Bio and Credits
There's no guarantee that you'll make a living taking pictures of beaches, but you'll have a great time.
It's not who you are but what you can do.
Photography, Writing, Website Building, Marketing, Public Relations and Chef
Coming out of college with a degree in Photojournalism, a minor in Advertising and graduating with honors did not land me my first job. The portfolio and pictures did it. Students are told that they will have a better chance of landing a job in their field by being versatile. However, one of the biggest mistakes in trying to get a job in photography is being all over the board. If you want to be a journalist, don't share your advertising images. If you're looking for a public relations assignment from a new client, show photos relating to that. If you don't have any, take some and put them in your portfolio.
I have worked in the coldest climates in the nation as a photojournalist. My fingers and toes have frozen to the point of numbness and my mind has equally numbed being sent to many sites where people have died with the order to point and shoot pictures. I won't name the newspaper but a question by an editor was my "a-ha" moment in which I changed course.
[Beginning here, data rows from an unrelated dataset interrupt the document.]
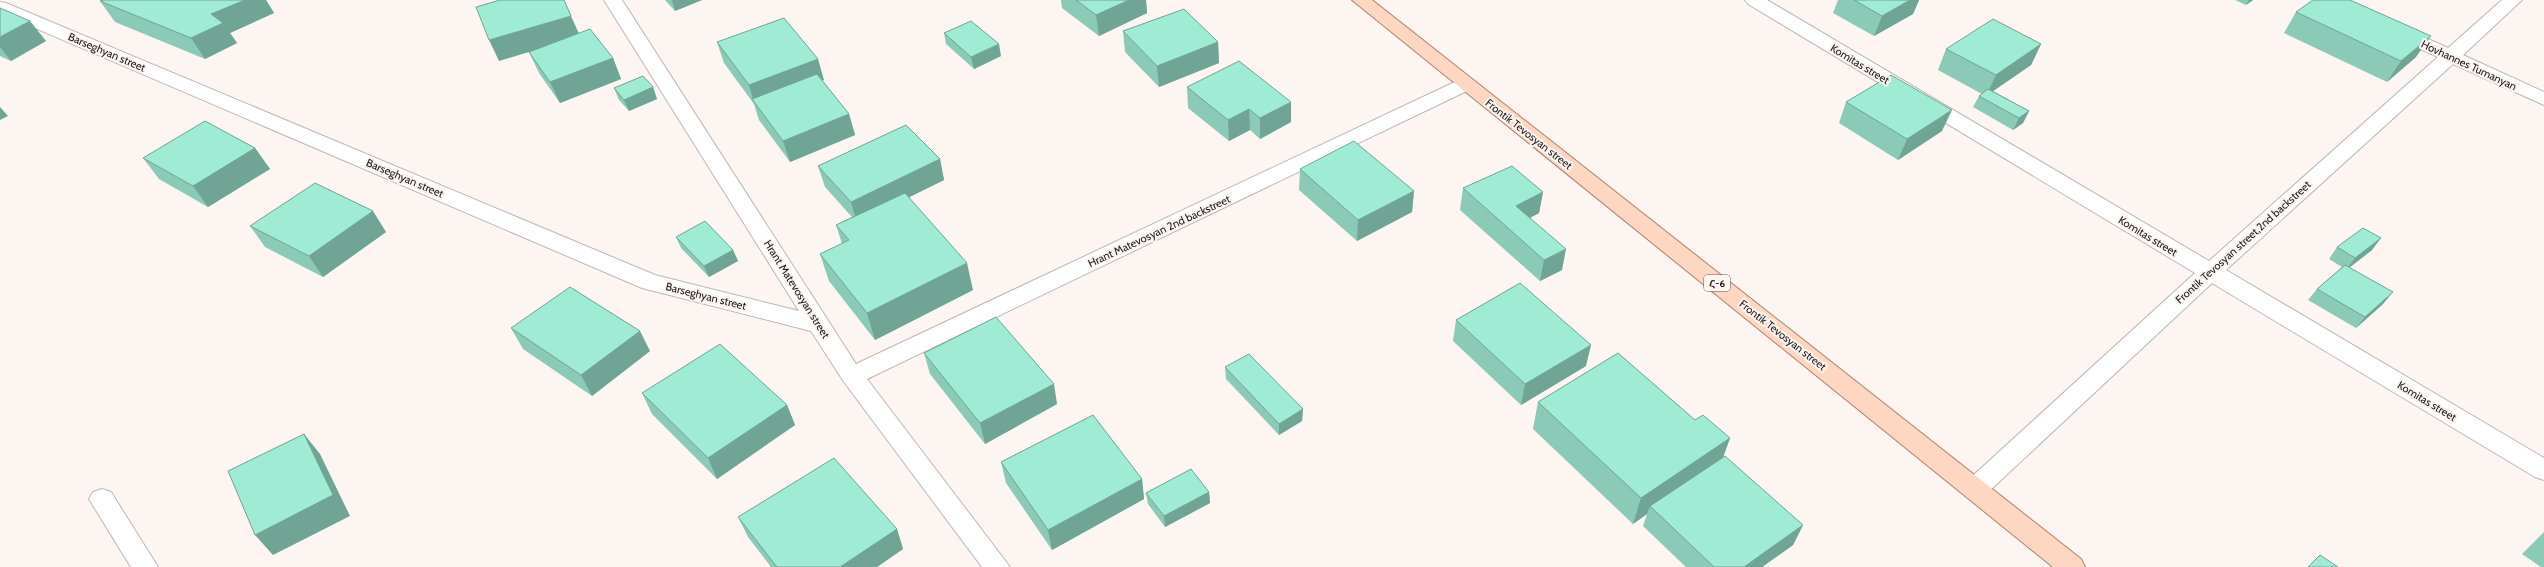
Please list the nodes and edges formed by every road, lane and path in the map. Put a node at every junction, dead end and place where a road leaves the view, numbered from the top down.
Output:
1 (613, 0) edge
2 (1361, 0) edge
3 (1754, 0) edge
4 (2514, 0) edge
5 (0, 7) edge
6 (2379, 23) edge
7 (2450, 56) junction
8 (1466, 84) junction
9 (2544, 99) edge
10 (2209, 273) junction
11 (818, 324) junction
12 (852, 376) junction
13 (2544, 470) edge
14 (1976, 488) junction
15 (102, 499) dead end
16 (145, 567) edge
17 (997, 567) edge
18 (2072, 567) edge

1 - 11 street, Hrant Matevosyan street
2 - 8 main road, Frontik Tevosyan street / Հ-6
3 - 10 street, Komitas street
4 - 7 street, Frontik Tevosyan street,2nd backstreet
5 - 11 street, Barseghyan street
6 - 7 street, Hovhannes Tumanyan
7 - 9 street, Hovhannes Tumanyan
7 - 10 street, Frontik Tevosyan street,2nd backstreet
8 - 12 street, Hrant Matevosyan 2nd backstreet
8 - 14 main road, Frontik Tevosyan street / Հ-6
10 - 13 street, Komitas street
10 - 14 street, Frontik Tevosyan street,2nd backstreet
11 - 12 street, Hrant Matevosyan street
12 - 17 street, Hrant Matevosyan street
14 - 18 main road, Frontik Tevosyan street / Հ-6
15 - 16 street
I wanted to climb that ladder in my field, of course. This editor sitting comfortably at his desk while I squirmed on my chair asked why I would not cross a fire line to take pictures and get the best breaking news shot. I simply didn't think any company is worth laying my life on the line for. I spent a week at the beaches of California contemplating crossing that line and breaking the law to move up in my job. I called my boss and told him I wasn't coming back.
With no job lined up I packed my bags into my little Toyota Corolla and moved to California. I temporarily became a chef while I looked for work in my field. Do you want your eggs scrambled or sunny side up?